La temporada de 1990 es recordada como un año de renacimiento para el Club Puebla, que, tras varios altibajos en décadas anteriores, finalmente logró consolidarse como un competidor formidable en la Liga MX. Bajo la dirección del entrenador Manuel Lapuente, La Franja mostró un estilo de juego atractivo y efectivo que cautivó a los aficionados y revivió la esperanza en los corazones de la ciudad de Puebla.

Durante esa temporada, Puebla se destacó por su sólida defensa y su ataque dinámico. La combinación de jugadores experimentados y jóvenes talentos permitió al equipo encontrar un equilibrio perfecto en el campo. Entre las figuras destacadas estaban el portero Antonio 'El Gato' Pérez, quien se convirtió en un baluarte en la portería, y el delantero Luis Miguel Noriega, cuyo instinto goleador resultó crucial en momentos decisivos.

Uno de los momentos más memorables de esa temporada fue el partido contra el Club América, eterno rival de Puebla. En un ambiente electrizante en el Estadio Cuauhtémoc, Puebla logró una victoria que resonó no solo en la ciudad, sino en todo el país. Este triunfo no solo significó tres puntos, sino que dejó claro que Puebla estaba de regreso en la lucha por los primeros lugares de la tabla.

Los aficionados de La Franja jugaron un papel fundamental en el éxito del equipo. Con cada partido, el Estadio Cuauhtémoc se llenaba de seguidores cantando y animando a su equipo, creando una atmósfera única que motivaba a los jugadores a dar lo mejor de sí. El apoyo incondicional de los seguidores fue un factor clave que impulsó al equipo a superar adversidades y mantener la confianza, incluso en momentos difíciles.

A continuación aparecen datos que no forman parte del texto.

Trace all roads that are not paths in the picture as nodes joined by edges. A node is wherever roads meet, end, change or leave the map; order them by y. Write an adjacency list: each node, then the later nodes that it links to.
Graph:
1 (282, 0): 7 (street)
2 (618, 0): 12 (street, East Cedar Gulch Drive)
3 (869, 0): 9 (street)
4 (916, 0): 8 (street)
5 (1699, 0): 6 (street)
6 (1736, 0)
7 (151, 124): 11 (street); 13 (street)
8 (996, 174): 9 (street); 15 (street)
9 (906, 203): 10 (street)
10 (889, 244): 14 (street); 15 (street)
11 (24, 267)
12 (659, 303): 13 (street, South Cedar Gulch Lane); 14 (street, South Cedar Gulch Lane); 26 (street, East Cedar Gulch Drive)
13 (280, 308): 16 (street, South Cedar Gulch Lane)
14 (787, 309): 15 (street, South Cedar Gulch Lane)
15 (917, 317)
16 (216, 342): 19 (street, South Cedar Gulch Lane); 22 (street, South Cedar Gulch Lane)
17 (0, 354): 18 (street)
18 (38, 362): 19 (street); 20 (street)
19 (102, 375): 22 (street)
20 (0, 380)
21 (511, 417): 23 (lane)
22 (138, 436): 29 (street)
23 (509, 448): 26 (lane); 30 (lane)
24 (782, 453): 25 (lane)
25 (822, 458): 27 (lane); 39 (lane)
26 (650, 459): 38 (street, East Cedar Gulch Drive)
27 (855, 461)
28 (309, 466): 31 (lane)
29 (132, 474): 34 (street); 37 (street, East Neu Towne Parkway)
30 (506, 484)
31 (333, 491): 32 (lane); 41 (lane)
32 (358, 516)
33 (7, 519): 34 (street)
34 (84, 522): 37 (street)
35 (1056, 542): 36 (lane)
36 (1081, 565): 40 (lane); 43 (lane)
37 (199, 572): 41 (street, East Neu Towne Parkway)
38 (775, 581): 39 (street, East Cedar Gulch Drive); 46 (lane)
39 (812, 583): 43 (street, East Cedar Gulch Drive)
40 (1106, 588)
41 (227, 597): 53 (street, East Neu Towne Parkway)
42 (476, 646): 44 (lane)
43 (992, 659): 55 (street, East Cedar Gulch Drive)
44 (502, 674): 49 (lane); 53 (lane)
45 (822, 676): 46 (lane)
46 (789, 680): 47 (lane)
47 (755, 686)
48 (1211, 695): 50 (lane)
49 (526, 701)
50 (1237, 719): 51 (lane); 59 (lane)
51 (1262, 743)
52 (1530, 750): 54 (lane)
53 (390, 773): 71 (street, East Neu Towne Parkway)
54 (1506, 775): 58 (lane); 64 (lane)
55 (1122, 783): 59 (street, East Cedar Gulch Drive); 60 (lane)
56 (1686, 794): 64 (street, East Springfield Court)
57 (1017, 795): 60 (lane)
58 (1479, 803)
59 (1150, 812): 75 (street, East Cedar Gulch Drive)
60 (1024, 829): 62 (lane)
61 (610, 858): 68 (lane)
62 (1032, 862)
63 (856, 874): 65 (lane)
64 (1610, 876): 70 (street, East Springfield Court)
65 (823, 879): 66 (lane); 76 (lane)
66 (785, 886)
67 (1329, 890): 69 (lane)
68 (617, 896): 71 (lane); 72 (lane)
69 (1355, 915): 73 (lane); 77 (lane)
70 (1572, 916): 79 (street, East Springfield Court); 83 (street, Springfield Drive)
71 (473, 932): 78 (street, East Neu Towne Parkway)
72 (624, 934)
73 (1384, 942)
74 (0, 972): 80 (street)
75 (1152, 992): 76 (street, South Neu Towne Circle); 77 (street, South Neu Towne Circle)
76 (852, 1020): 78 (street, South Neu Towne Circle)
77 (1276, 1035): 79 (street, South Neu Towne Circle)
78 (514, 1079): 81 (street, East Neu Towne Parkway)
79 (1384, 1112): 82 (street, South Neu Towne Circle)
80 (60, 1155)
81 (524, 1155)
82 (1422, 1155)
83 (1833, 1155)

A medida que avanzaba la temporada, Puebla se consolidó como uno de los equipos más temidos de la Liga MX. Su capacidad para competir con los mejores, combinada con una filosofía de juego basada en la dedicación y la pasión, catapultó a La Franja a los playoffs, donde se enfrentaron a los mejores equipos del país. Aunque no lograron alzarse con el título, simplemente llegar tan lejos fue considerado un gran éxito y un símbolo del resurgimiento del club.

La temporada de 1990 dejó una huella imborrable en la historia del Club Puebla, sentando las bases para un futuro más brillante. Esa campaña no solo revitalizó la imagen del equipo, sino que también reafirmó la identidad de los aficionados como uno de los más apasionados y leales del fútbol mexicano. La Franja había vuelto, y con ella, el orgullo de la ciudad de Puebla.

Hoy, al recordar esa temporada, los aficionados de La Franja pueden sentir el mismo fervor y emoción que experimentaron durante aquellos días gloriosos. La historia de Puebla es un testimonio de resiliencia y pasión, y la temporada de 1990 es un recordatorio de que, a pesar de los desafíos, siempre hay espacio para el renacimiento y el éxito.